- WHAT IS REQUIRED
Show each line of the records in which the word "Answer" occurs.

——————

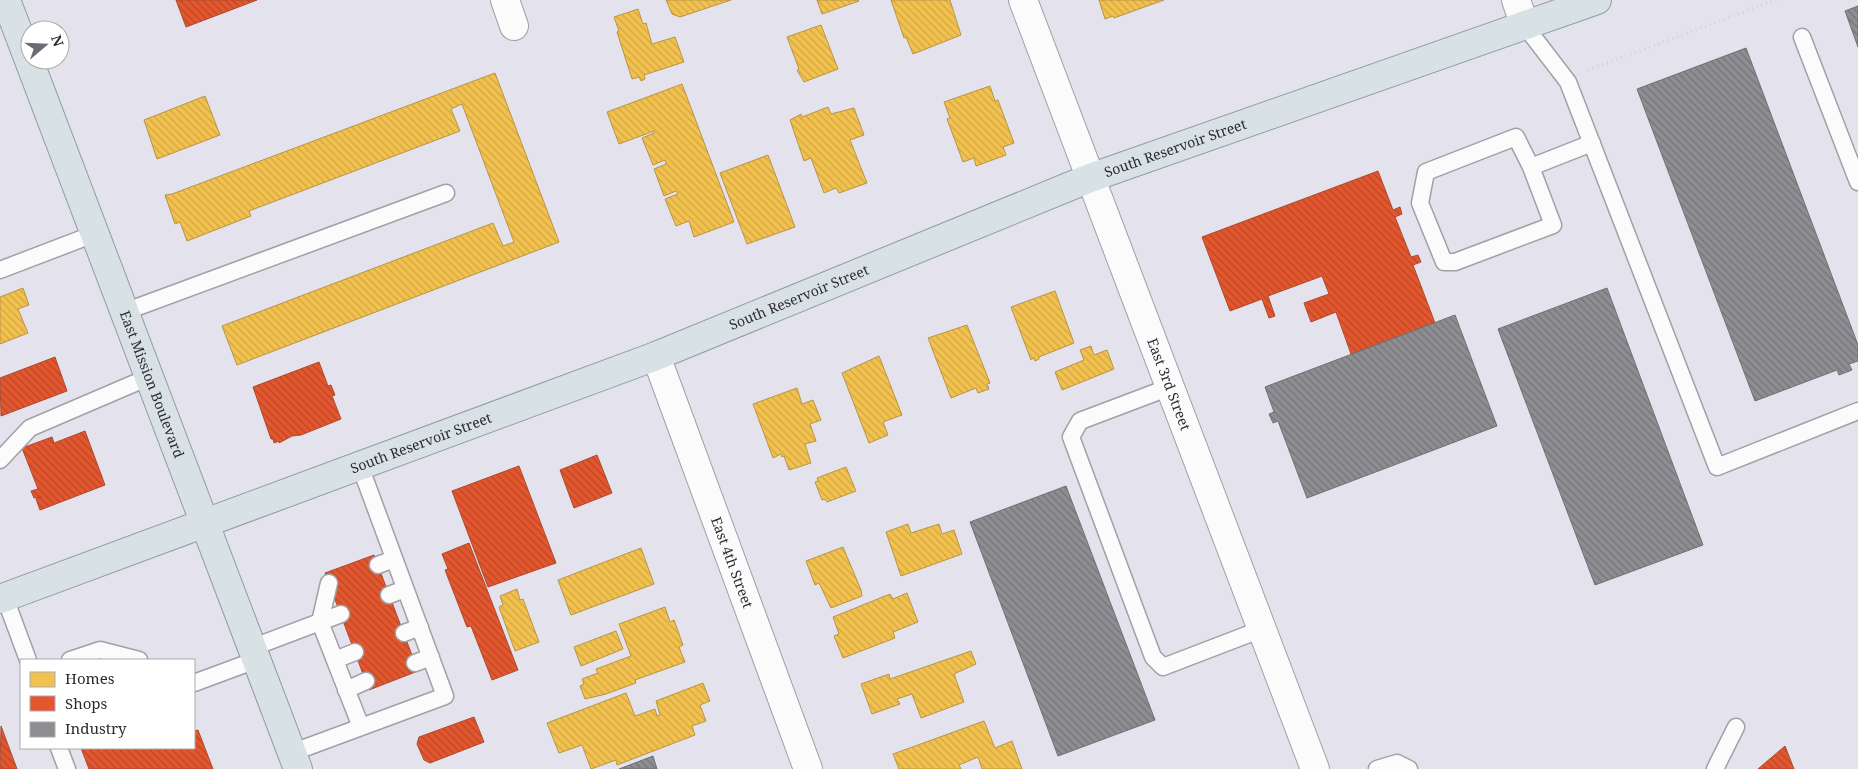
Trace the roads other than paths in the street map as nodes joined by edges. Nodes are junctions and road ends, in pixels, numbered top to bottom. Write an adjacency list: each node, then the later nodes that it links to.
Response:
1 (6, 0): 14 (main road, East Mission Boulevard)
2 (505, 0): 6 (street)
3 (1023, 0): 11 (street, East 3rd Street)
4 (1516, 0): 7 (street)
5 (1598, 0): 7 (main road, South Reservoir Street)
6 (514, 26)
7 (1525, 26): 9 (lane); 11 (main road, South Reservoir Street)
8 (1802, 37): 12 (lane)
9 (1592, 143): 10 (lane); 20 (lane)
10 (1531, 167): 10 (lane)
11 (1090, 178): 17 (main road, South Reservoir Street); 19 (street, East 3rd Street)
12 (1858, 182)
13 (446, 192): 16 (lane)
14 (94, 234): 15 (lane); 16 (main road, East Mission Boulevard)
15 (0, 270)
16 (124, 312): 18 (main road, East Mission Boulevard)
17 (656, 356): 22 (main road, South Reservoir Street); 51 (street, East 4th Street)
18 (149, 377): 21 (lane); 23 (main road, East Mission Boulevard)
19 (1170, 387): 33 (street, East 3rd Street); 33 (lane)
20 (1858, 411)
21 (0, 460)
22 (360, 466): 23 (main road, South Reservoir Street); 24 (lane)
23 (204, 524): 29 (main road, South Reservoir Street); 36 (main road, East Mission Boulevard)
24 (394, 559): 25 (lane); 27 (lane)
25 (378, 565)
26 (329, 583): 31 (lane)
27 (405, 589): 28 (lane); 32 (lane)
28 (389, 596)
29 (3, 598): 38 (lane)
30 (341, 614): 31 (lane)
31 (320, 622): 36 (lane); 41 (lane)
32 (420, 627): 34 (lane); 37 (lane)
33 (1262, 629): 52 (street, East 3rd Street)
34 (404, 633)
35 (355, 652): 41 (lane)
36 (254, 654): 44 (lane); 49 (main road, East Mission Boulevard)
37 (431, 657): 42 (lane); 46 (lane)
38 (28, 659)
39 (73, 659): 40 (lane)
40 (135, 659)
41 (335, 660): 45 (lane)
42 (415, 663)
43 (366, 681): 45 (lane)
44 (195, 683)
45 (346, 690): 46 (lane)
46 (361, 727): 49 (lane)
47 (1736, 727): 55 (lane)
48 (59, 749): 50 (lane)
49 (294, 761)
50 (67, 769)
51 (808, 769)
52 (1315, 769)
53 (1377, 769): 54 (lane)
54 (1408, 769)
55 (1715, 769)

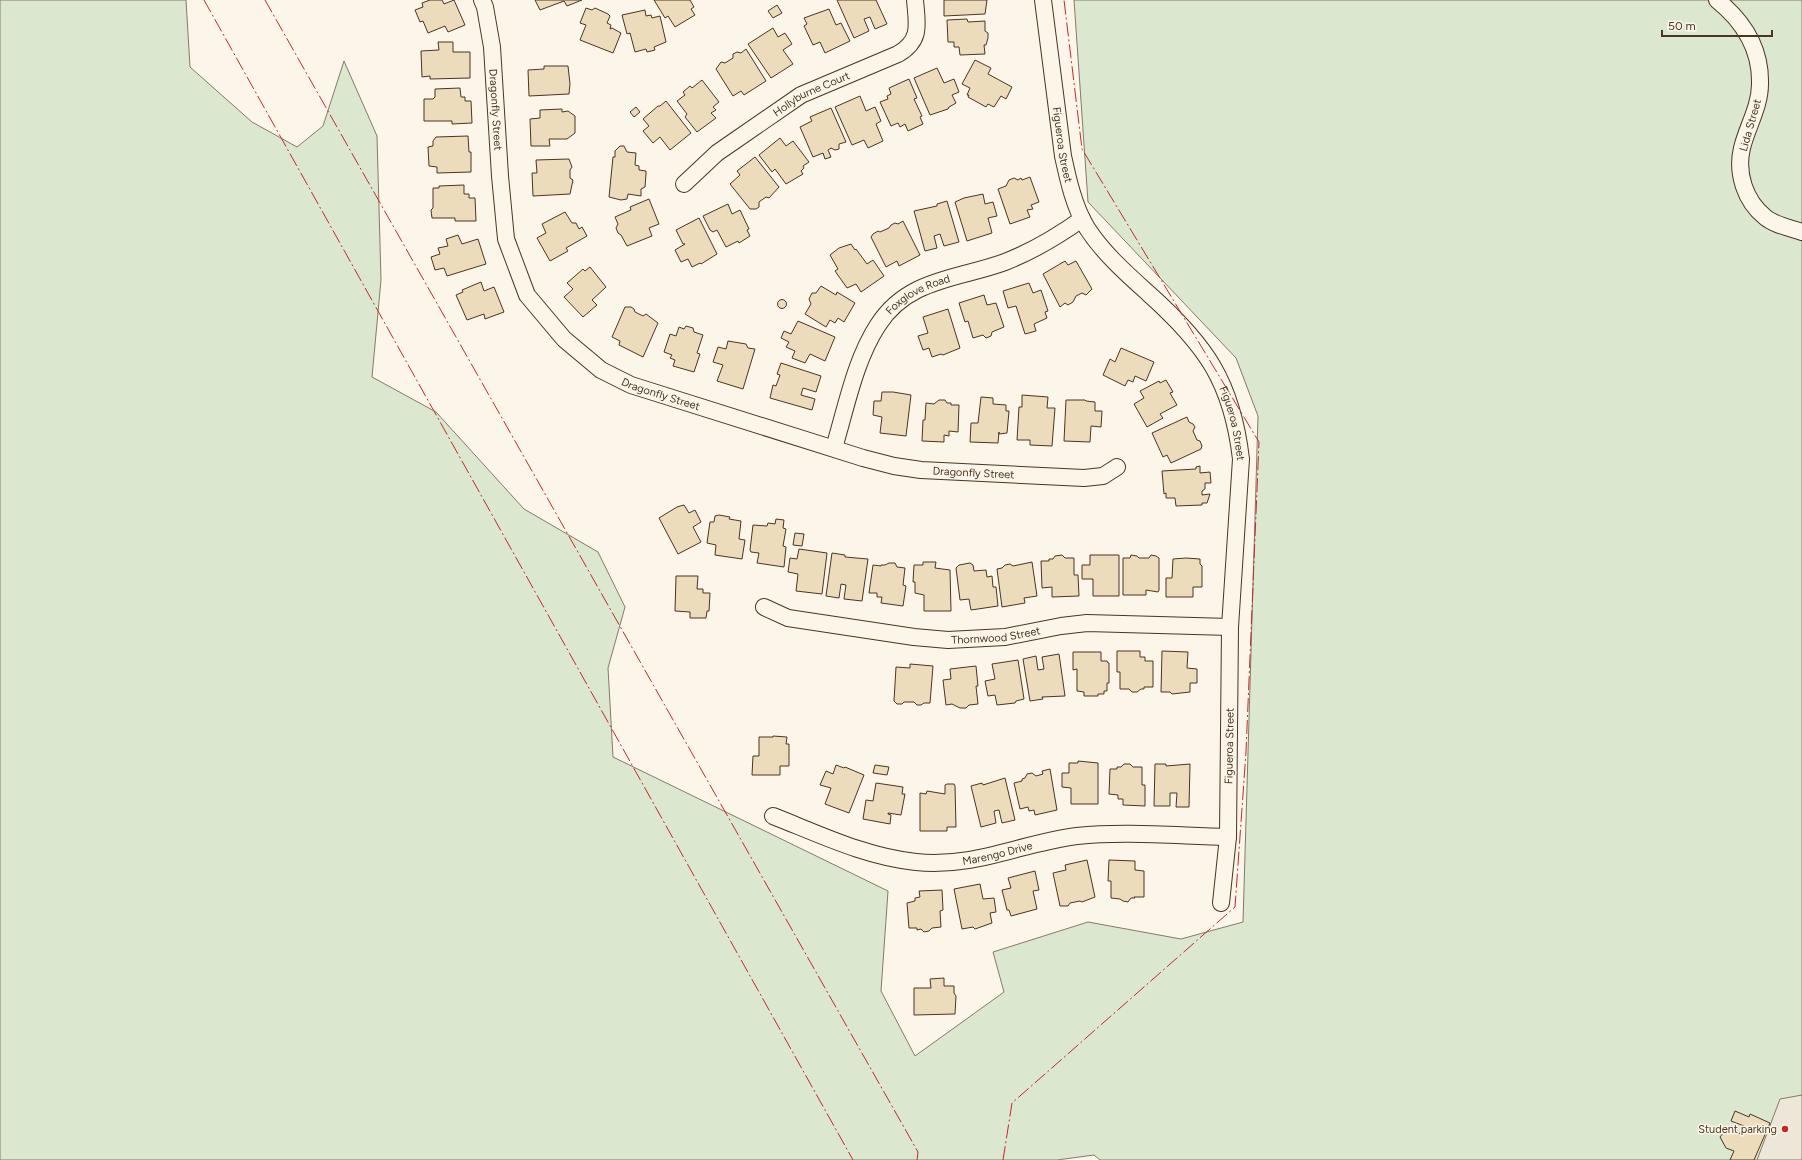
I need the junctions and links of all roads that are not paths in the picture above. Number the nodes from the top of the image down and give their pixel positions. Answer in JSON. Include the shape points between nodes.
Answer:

——————

- EXERCISE SOLUTION
I need the junctions and links of all roads that are not paths in the picture above. Number the nodes from the top of the image down and give their pixel positions. Answer in JSON. Include the shape points between nodes.
Answer:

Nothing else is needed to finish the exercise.